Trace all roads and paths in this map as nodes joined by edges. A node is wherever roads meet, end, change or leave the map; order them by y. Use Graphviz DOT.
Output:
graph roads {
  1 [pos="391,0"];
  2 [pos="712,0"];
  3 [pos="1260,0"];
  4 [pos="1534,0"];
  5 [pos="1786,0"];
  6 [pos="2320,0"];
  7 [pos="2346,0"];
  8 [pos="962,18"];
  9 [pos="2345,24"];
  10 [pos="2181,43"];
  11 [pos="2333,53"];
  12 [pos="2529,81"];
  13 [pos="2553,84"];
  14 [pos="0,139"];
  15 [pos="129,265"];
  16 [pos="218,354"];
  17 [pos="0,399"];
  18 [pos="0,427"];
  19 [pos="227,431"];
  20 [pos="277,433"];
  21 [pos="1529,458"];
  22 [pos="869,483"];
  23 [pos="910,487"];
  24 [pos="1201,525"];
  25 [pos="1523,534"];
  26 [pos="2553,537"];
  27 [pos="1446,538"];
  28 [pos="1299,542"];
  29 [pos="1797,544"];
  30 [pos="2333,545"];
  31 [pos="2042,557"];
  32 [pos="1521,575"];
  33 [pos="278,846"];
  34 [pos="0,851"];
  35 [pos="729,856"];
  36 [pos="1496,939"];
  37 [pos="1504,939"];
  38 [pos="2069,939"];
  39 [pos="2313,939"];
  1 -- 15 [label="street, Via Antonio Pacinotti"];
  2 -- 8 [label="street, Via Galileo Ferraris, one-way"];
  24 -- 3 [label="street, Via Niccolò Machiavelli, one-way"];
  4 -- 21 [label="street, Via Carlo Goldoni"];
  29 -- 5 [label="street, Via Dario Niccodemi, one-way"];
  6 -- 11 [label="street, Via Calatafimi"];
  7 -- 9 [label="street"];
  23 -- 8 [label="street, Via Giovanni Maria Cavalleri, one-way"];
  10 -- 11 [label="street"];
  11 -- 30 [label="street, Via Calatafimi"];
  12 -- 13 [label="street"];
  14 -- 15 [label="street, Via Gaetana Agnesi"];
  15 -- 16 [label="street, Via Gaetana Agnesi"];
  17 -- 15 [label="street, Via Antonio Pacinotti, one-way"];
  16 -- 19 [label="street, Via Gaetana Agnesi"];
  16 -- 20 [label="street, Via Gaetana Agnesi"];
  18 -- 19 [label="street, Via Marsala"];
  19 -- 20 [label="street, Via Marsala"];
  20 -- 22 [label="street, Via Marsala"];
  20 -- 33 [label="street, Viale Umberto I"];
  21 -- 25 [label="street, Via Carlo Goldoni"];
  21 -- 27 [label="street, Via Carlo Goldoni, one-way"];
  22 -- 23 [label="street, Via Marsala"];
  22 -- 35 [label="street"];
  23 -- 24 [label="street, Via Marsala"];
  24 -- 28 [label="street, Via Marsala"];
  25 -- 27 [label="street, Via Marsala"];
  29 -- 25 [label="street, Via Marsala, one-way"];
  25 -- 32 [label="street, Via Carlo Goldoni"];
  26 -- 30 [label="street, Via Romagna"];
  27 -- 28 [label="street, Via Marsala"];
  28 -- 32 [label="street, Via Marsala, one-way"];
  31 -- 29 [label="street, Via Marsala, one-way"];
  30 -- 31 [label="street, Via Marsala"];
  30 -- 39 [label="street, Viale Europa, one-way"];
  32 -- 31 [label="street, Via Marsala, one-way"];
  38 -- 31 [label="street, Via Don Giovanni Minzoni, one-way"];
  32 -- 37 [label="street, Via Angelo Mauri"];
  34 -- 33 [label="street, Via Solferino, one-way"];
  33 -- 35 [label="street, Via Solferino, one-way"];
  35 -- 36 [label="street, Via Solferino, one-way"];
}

• [Assignment]: Copy out the entire listing word for word. Keep every line as it is.

• [Reply]:
Trace all roads and paths in this map as nodes joined by edges. A node is wherever roads meet, end, change or leave the map; order them by y. Use Graphviz DOT.
Output:
graph roads {
  1 [pos="391,0"];
  2 [pos="712,0"];
  3 [pos="1260,0"];
  4 [pos="1534,0"];
  5 [pos="1786,0"];
  6 [pos="2320,0"];
  7 [pos="2346,0"];
  8 [pos="962,18"];
  9 [pos="2345,24"];
  10 [pos="2181,43"];
  11 [pos="2333,53"];
  12 [pos="2529,81"];
  13 [pos="2553,84"];
  14 [pos="0,139"];
  15 [pos="129,265"];
  16 [pos="218,354"];
  17 [pos="0,399"];
  18 [pos="0,427"];
  19 [pos="227,431"];
  20 [pos="277,433"];
  21 [pos="1529,458"];
  22 [pos="869,483"];
  23 [pos="910,487"];
  24 [pos="1201,525"];
  25 [pos="1523,534"];
  26 [pos="2553,537"];
  27 [pos="1446,538"];
  28 [pos="1299,542"];
  29 [pos="1797,544"];
  30 [pos="2333,545"];
  31 [pos="2042,557"];
  32 [pos="1521,575"];
  33 [pos="278,846"];
  34 [pos="0,851"];
  35 [pos="729,856"];
  36 [pos="1496,939"];
  37 [pos="1504,939"];
  38 [pos="2069,939"];
  39 [pos="2313,939"];
  1 -- 15 [label="street, Via Antonio Pacinotti"];
  2 -- 8 [label="street, Via Galileo Ferraris, one-way"];
  24 -- 3 [label="street, Via Niccolò Machiavelli, one-way"];
  4 -- 21 [label="street, Via Carlo Goldoni"];
  29 -- 5 [label="street, Via Dario Niccodemi, one-way"];
  6 -- 11 [label="street, Via Calatafimi"];
  7 -- 9 [label="street"];
  23 -- 8 [label="street, Via Giovanni Maria Cavalleri, one-way"];
  10 -- 11 [label="street"];
  11 -- 30 [label="street, Via Calatafimi"];
  12 -- 13 [label="street"];
  14 -- 15 [label="street, Via Gaetana Agnesi"];
  15 -- 16 [label="street, Via Gaetana Agnesi"];
  17 -- 15 [label="street, Via Antonio Pacinotti, one-way"];
  16 -- 19 [label="street, Via Gaetana Agnesi"];
  16 -- 20 [label="street, Via Gaetana Agnesi"];
  18 -- 19 [label="street, Via Marsala"];
  19 -- 20 [label="street, Via Marsala"];
  20 -- 22 [label="street, Via Marsala"];
  20 -- 33 [label="street, Viale Umberto I"];
  21 -- 25 [label="street, Via Carlo Goldoni"];
  21 -- 27 [label="street, Via Carlo Goldoni, one-way"];
  22 -- 23 [label="street, Via Marsala"];
  22 -- 35 [label="street"];
  23 -- 24 [label="street, Via Marsala"];
  24 -- 28 [label="street, Via Marsala"];
  25 -- 27 [label="street, Via Marsala"];
  29 -- 25 [label="street, Via Marsala, one-way"];
  25 -- 32 [label="street, Via Carlo Goldoni"];
  26 -- 30 [label="street, Via Romagna"];
  27 -- 28 [label="street, Via Marsala"];
  28 -- 32 [label="street, Via Marsala, one-way"];
  31 -- 29 [label="street, Via Marsala, one-way"];
  30 -- 31 [label="street, Via Marsala"];
  30 -- 39 [label="street, Viale Europa, one-way"];
  32 -- 31 [label="street, Via Marsala, one-way"];
  38 -- 31 [label="street, Via Don Giovanni Minzoni, one-way"];
  32 -- 37 [label="street, Via Angelo Mauri"];
  34 -- 33 [label="street, Via Solferino, one-way"];
  33 -- 35 [label="street, Via Solferino, one-way"];
  35 -- 36 [label="street, Via Solferino, one-way"];
}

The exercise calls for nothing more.